Miami’s cuisine showcases its diverse cultural influences, combining American, Caribbean, and Latin American flavours to create a culinary culture that’s unique to South Florida, known as Floribbean cuisine. Several staple foods can be found throughout the city’s restaurants and cafés, giving you a taste of its prized cuisine. Cuban food is most abundant in Miami, but you’ll also find South American cuisine, Deep South cuisine, Italian-inspired cuisine, and an abundance of fresh seafood. Take a look at the 10 best Miami foods everyone should try.



    Try Portuguese pork

    Chicharron is a Portuguese dish of fried pork belly or fried pork rinds. It’s prepared differently all over the world, but American-style chicharron in Miami is usually made from pigskin and fat without meat and served as a finger food. Mexican and Southwestern restaurants serve chicharron with regional ingredients. Though chicharron usually uses pork, variations include mutton, chicken, or beef. Chicharron may be made with meatier cuts of pork or just the skin, which is seasoned and deep-fried until it’s crunchy and puffed. Pork rinds may also be used in other recipes.


    Stone crabs

    Sample delicious local crab

    Stone crabs are a delicious seafood option that’s renowned for taste and texture. Commonly found on the Atlantic Coast of the United States, particularly in the shallow waters around Florida, stone crabs are offered in many restaurants in Miami. While stone crabs’ inner meat is edible, most people seek them out for their sweet and tender claw meat. The claw meat is often eaten like any other crab legs, cracked open and served as a crab cocktail, or thrown into a recipe as lump crab meat. It pairs well with cocktail sauce, remoulade, and other seafood condiments.

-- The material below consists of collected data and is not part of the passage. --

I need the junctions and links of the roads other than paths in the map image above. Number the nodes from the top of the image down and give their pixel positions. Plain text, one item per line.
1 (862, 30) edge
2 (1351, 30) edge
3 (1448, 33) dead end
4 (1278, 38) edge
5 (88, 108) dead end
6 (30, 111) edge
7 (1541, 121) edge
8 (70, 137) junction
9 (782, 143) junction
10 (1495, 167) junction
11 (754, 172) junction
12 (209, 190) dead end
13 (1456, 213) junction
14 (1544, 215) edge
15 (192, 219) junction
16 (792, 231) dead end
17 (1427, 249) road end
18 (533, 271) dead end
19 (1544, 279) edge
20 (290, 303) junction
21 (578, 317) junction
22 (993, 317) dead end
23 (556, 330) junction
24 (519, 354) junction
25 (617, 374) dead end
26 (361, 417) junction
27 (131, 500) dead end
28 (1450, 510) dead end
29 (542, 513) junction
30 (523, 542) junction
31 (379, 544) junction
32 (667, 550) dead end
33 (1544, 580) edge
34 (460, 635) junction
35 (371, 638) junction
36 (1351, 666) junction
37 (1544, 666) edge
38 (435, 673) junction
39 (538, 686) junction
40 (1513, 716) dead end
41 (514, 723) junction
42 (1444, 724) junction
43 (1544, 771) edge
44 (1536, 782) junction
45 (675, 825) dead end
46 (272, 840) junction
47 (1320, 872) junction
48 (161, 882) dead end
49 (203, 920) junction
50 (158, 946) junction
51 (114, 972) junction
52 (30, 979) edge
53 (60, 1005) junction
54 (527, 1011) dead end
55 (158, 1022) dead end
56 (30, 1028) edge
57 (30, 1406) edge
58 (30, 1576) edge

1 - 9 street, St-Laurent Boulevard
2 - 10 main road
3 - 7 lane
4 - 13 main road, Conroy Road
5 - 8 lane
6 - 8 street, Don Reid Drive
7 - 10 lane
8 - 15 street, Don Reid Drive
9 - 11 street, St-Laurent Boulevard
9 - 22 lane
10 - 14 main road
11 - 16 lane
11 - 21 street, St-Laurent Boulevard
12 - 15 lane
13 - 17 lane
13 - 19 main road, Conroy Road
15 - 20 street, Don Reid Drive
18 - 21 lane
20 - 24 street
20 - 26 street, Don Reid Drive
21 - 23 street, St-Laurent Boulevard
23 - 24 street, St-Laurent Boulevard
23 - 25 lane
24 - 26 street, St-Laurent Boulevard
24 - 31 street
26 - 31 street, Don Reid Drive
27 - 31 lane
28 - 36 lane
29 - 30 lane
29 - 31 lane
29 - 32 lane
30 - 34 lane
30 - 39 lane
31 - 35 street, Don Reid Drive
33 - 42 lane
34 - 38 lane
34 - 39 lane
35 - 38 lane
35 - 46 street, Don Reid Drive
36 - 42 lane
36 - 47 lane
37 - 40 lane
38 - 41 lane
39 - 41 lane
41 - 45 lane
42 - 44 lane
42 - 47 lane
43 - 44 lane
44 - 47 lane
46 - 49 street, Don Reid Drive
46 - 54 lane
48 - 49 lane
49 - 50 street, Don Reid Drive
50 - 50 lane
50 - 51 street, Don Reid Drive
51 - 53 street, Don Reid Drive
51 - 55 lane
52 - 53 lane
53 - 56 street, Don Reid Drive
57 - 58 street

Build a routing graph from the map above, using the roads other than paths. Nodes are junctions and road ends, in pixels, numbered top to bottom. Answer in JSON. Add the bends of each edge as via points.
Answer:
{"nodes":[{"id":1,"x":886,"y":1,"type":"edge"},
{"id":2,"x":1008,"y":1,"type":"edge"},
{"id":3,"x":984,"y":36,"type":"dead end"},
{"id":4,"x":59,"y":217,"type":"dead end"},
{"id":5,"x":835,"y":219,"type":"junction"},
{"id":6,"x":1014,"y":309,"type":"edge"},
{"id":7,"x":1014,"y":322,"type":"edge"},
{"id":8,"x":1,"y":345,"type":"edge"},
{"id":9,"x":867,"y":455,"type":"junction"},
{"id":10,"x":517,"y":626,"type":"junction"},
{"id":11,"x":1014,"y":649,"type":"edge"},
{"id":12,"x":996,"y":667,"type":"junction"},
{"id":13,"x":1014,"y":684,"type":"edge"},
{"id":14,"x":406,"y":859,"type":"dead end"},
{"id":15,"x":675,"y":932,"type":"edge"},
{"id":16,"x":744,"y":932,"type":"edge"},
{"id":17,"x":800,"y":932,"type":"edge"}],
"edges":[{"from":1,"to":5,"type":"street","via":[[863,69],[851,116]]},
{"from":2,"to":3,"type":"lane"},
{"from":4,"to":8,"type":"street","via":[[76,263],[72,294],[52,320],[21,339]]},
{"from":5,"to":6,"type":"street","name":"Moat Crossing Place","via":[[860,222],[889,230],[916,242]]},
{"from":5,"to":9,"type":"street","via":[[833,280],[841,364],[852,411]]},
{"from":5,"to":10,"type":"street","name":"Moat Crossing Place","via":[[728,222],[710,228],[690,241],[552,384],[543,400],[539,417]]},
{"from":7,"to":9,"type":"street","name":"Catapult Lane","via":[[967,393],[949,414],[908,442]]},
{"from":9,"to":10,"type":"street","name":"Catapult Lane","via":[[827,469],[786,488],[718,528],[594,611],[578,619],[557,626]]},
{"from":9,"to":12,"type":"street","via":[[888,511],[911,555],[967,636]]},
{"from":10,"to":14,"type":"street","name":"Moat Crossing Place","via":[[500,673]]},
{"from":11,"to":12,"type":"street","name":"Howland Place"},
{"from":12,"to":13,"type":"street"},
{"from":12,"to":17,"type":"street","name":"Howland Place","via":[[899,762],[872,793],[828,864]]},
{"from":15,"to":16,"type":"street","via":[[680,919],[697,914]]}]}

    Enjoy a South American staple

    Arepa is a dish made of ground maize dough with meat, cheese, avocado, and other accompaniments. Originating in South America, the arepa is a flat, round, and unleavened patty made from maize kernels and is grilled, baked, fried, steamed, or boiled. Maize meal or maize flour is often used. Though arepa may differ in colour, flavour, and size, it’s usually paired with ingredients like eggs, tomatoes, beans, meat, salad, shrimp, and fish. How the arepa is presented varies according to the region and the local ingredients, making it a unique culinary experience to have in Miami.



    Eat raw fish from Peru

    Ceviche is a Peruvian seafood dish that uses raw fish cured in citrus juices. The dish is typically seasoned with chilli peppers, chopped onions, coriander, and salt. Because the fish is raw, it must be fresh and of high quality, and it should be eaten quickly to avoid any foodborne illnesses. In the Americas and the Caribbean, including Miami, ceviche can be served with tostadas and may use ingredients like octopus, shrimp, squid, tuna, and mackerel. Some countries use conch or tuna and a combination of different spices like bonnet pepper, coriander, and bell peppers.


    Cuban sandwich

    Take part in the friendly sandwich rivalry

    A Cuban sandwich is made with ham, roasted pork, swiss cheese, pickles, and mustard on Cuban bread—a unique concoction that came from Cuban immigrants in South Florida. The sandwich is a variation on the ham and cheese sandwich that is believed to have been brought to Florida by Cuban workers. Cuban sandwiches are very popular in Miami other areas of Florida. Tampa, which has a large Italian population, adds salami to the ingredients, sparking a friendly rivalry between the 2 cities for the “signature” Cuban sandwich.



    Eat delicious grilled meat

    Churrasco is a grilled meat that’s popular in Latin American cuisine and may refer to any grilled meat that comes from a churrascaria, or a steakhouse. The name is derived from the Spanish and Portuguese name for steak. Churrasco has regional differences, such as barbecued meat in Brazil that’s cooked outdoors and thin steak prepared with chimichurri sauce in Nicaragua. In Puerto Rico, churrasco always refers to skirt steak cooked on a grill with sea salt. You’ll find many variations of churrasco in Miami’s restaurants.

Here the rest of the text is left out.